Task to complete:
Print the data exactly as written, line for line, and leave its pictures behind.

Input data:
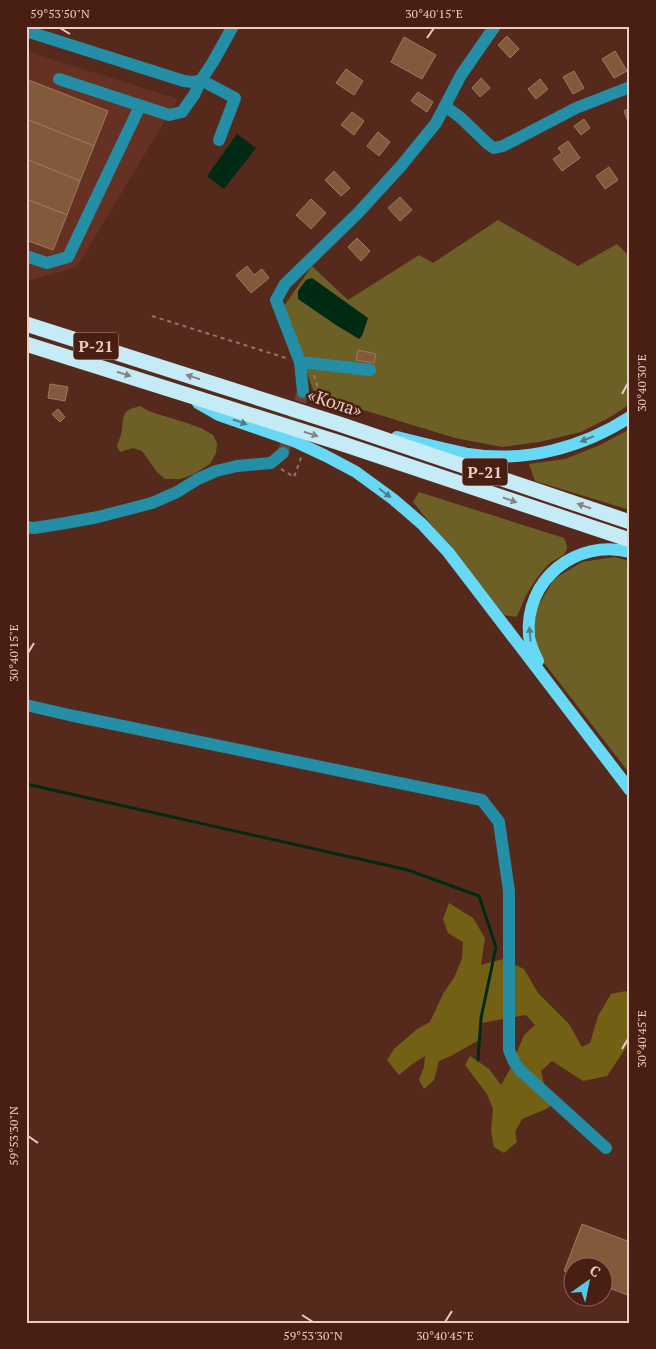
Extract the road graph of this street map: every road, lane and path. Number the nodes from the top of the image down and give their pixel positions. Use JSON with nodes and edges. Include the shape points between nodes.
{"nodes":[{"id":1,"x":233,"y":26,"type":"edge"},
{"id":2,"x":496,"y":26,"type":"edge"},
{"id":3,"x":26,"y":31,"type":"edge"},
{"id":4,"x":59,"y":79,"type":"dead end"},
{"id":5,"x":201,"y":80,"type":"junction"},
{"id":6,"x":630,"y":87,"type":"edge"},
{"id":7,"x":140,"y":106,"type":"junction"},
{"id":8,"x":445,"y":106,"type":"junction"},
{"id":9,"x":219,"y":140,"type":"dead end"},
{"id":10,"x":26,"y":256,"type":"edge"},
{"id":11,"x":152,"y":316,"type":"dead end"},
{"id":12,"x":26,"y":324,"type":"edge"},
{"id":13,"x":26,"y":345,"type":"edge"},
{"id":14,"x":305,"y":363,"type":"junction"},
{"id":15,"x":370,"y":370,"type":"dead end"},
{"id":16,"x":181,"y":392,"type":"junction"},
{"id":17,"x":303,"y":392,"type":"tunnel mouth"},
{"id":18,"x":323,"y":404,"type":"dead end"},
{"id":19,"x":630,"y":417,"type":"edge"},
{"id":20,"x":339,"y":424,"type":"junction"},
{"id":21,"x":283,"y":453,"type":"tunnel mouth"},
{"id":22,"x":300,"y":461,"type":"dead end"},
{"id":23,"x":270,"y":463,"type":"junction"},
{"id":24,"x":630,"y":522,"type":"edge"},
{"id":25,"x":26,"y":527,"type":"edge"},
{"id":26,"x":630,"y":540,"type":"edge"},
{"id":27,"x":630,"y":552,"type":"edge"},
{"id":28,"x":546,"y":679,"type":"junction"},
{"id":29,"x":26,"y":705,"type":"edge"},
{"id":30,"x":630,"y":790,"type":"edge"},
{"id":31,"x":606,"y":1148,"type":"dead end"}],
"edges":[{"from":1,"to":5,"type":"street"},
{"from":2,"to":8,"type":"street"},
{"from":3,"to":5,"type":"street","via":[[184,81]]},
{"from":4,"to":7,"type":"street"},
{"from":5,"to":7,"type":"street","via":[[182,112],[169,115]]},
{"from":5,"to":9,"type":"street","via":[[235,98]]},
{"from":6,"to":8,"type":"street","via":[[576,108],[494,148]]},
{"from":7,"to":10,"type":"street","via":[[68,256],[47,264]]},
{"from":8,"to":14,"type":"street","via":[[436,123],[400,166],[285,284],[276,300]]},
{"from":11,"to":14,"type":"path"},
{"from":20,"to":12,"type":"highway","name":"«Кола»","number":"Р-21","one_way":true},
{"from":13,"to":16,"type":"highway","name":"«Кола»","number":"Р-21","one_way":true},
{"from":14,"to":15,"type":"street"},
{"from":14,"to":17,"type":"street"},
{"from":14,"to":18,"type":"path"},
{"from":16,"to":26,"type":"highway","name":"«Кола»","number":"Р-21","one_way":true},
{"from":16,"to":28,"type":"main road","one_way":true,"via":[[220,415],[326,456],[356,472],[393,499],[448,552]]},
{"from":19,"to":20,"type":"main road","one_way":true,"via":[[575,444],[514,457],[470,454]]},
{"from":24,"to":20,"type":"highway","name":"«Кола»","number":"Р-21","one_way":true},
{"from":21,"to":23,"type":"street"},
{"from":22,"to":23,"type":"path","via":[[294,477]]},
{"from":23,"to":25,"type":"street","via":[[216,471],[152,503],[98,517]]},
{"from":28,"to":27,"type":"main road","one_way":true,"via":[[529,636],[530,612],[538,590],[556,568],[575,556],[606,549]]},
{"from":28,"to":30,"type":"main road"},
{"from":29,"to":31,"type":"street","via":[[482,800],[499,822],[509,891],[509,1050],[520,1070]]}]}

Answer to this exercise:
Extract the road graph of this street map: every road, lane and path. Number the nodes from the top of the image down and give their pixel positions. Use JSON with nodes and edges. Include the shape points between nodes.
{"nodes":[{"id":1,"x":233,"y":26,"type":"edge"},
{"id":2,"x":496,"y":26,"type":"edge"},
{"id":3,"x":26,"y":31,"type":"edge"},
{"id":4,"x":59,"y":79,"type":"dead end"},
{"id":5,"x":201,"y":80,"type":"junction"},
{"id":6,"x":630,"y":87,"type":"edge"},
{"id":7,"x":140,"y":106,"type":"junction"},
{"id":8,"x":445,"y":106,"type":"junction"},
{"id":9,"x":219,"y":140,"type":"dead end"},
{"id":10,"x":26,"y":256,"type":"edge"},
{"id":11,"x":152,"y":316,"type":"dead end"},
{"id":12,"x":26,"y":324,"type":"edge"},
{"id":13,"x":26,"y":345,"type":"edge"},
{"id":14,"x":305,"y":363,"type":"junction"},
{"id":15,"x":370,"y":370,"type":"dead end"},
{"id":16,"x":181,"y":392,"type":"junction"},
{"id":17,"x":303,"y":392,"type":"tunnel mouth"},
{"id":18,"x":323,"y":404,"type":"dead end"},
{"id":19,"x":630,"y":417,"type":"edge"},
{"id":20,"x":339,"y":424,"type":"junction"},
{"id":21,"x":283,"y":453,"type":"tunnel mouth"},
{"id":22,"x":300,"y":461,"type":"dead end"},
{"id":23,"x":270,"y":463,"type":"junction"},
{"id":24,"x":630,"y":522,"type":"edge"},
{"id":25,"x":26,"y":527,"type":"edge"},
{"id":26,"x":630,"y":540,"type":"edge"},
{"id":27,"x":630,"y":552,"type":"edge"},
{"id":28,"x":546,"y":679,"type":"junction"},
{"id":29,"x":26,"y":705,"type":"edge"},
{"id":30,"x":630,"y":790,"type":"edge"},
{"id":31,"x":606,"y":1148,"type":"dead end"}],
"edges":[{"from":1,"to":5,"type":"street"},
{"from":2,"to":8,"type":"street"},
{"from":3,"to":5,"type":"street","via":[[184,81]]},
{"from":4,"to":7,"type":"street"},
{"from":5,"to":7,"type":"street","via":[[182,112],[169,115]]},
{"from":5,"to":9,"type":"street","via":[[235,98]]},
{"from":6,"to":8,"type":"street","via":[[576,108],[494,148]]},
{"from":7,"to":10,"type":"street","via":[[68,256],[47,264]]},
{"from":8,"to":14,"type":"street","via":[[436,123],[400,166],[285,284],[276,300]]},
{"from":11,"to":14,"type":"path"},
{"from":20,"to":12,"type":"highway","name":"«Кола»","number":"Р-21","one_way":true},
{"from":13,"to":16,"type":"highway","name":"«Кола»","number":"Р-21","one_way":true},
{"from":14,"to":15,"type":"street"},
{"from":14,"to":17,"type":"street"},
{"from":14,"to":18,"type":"path"},
{"from":16,"to":26,"type":"highway","name":"«Кола»","number":"Р-21","one_way":true},
{"from":16,"to":28,"type":"main road","one_way":true,"via":[[220,415],[326,456],[356,472],[393,499],[448,552]]},
{"from":19,"to":20,"type":"main road","one_way":true,"via":[[575,444],[514,457],[470,454]]},
{"from":24,"to":20,"type":"highway","name":"«Кола»","number":"Р-21","one_way":true},
{"from":21,"to":23,"type":"street"},
{"from":22,"to":23,"type":"path","via":[[294,477]]},
{"from":23,"to":25,"type":"street","via":[[216,471],[152,503],[98,517]]},
{"from":28,"to":27,"type":"main road","one_way":true,"via":[[529,636],[530,612],[538,590],[556,568],[575,556],[606,549]]},
{"from":28,"to":30,"type":"main road"},
{"from":29,"to":31,"type":"street","via":[[482,800],[499,822],[509,891],[509,1050],[520,1070]]}]}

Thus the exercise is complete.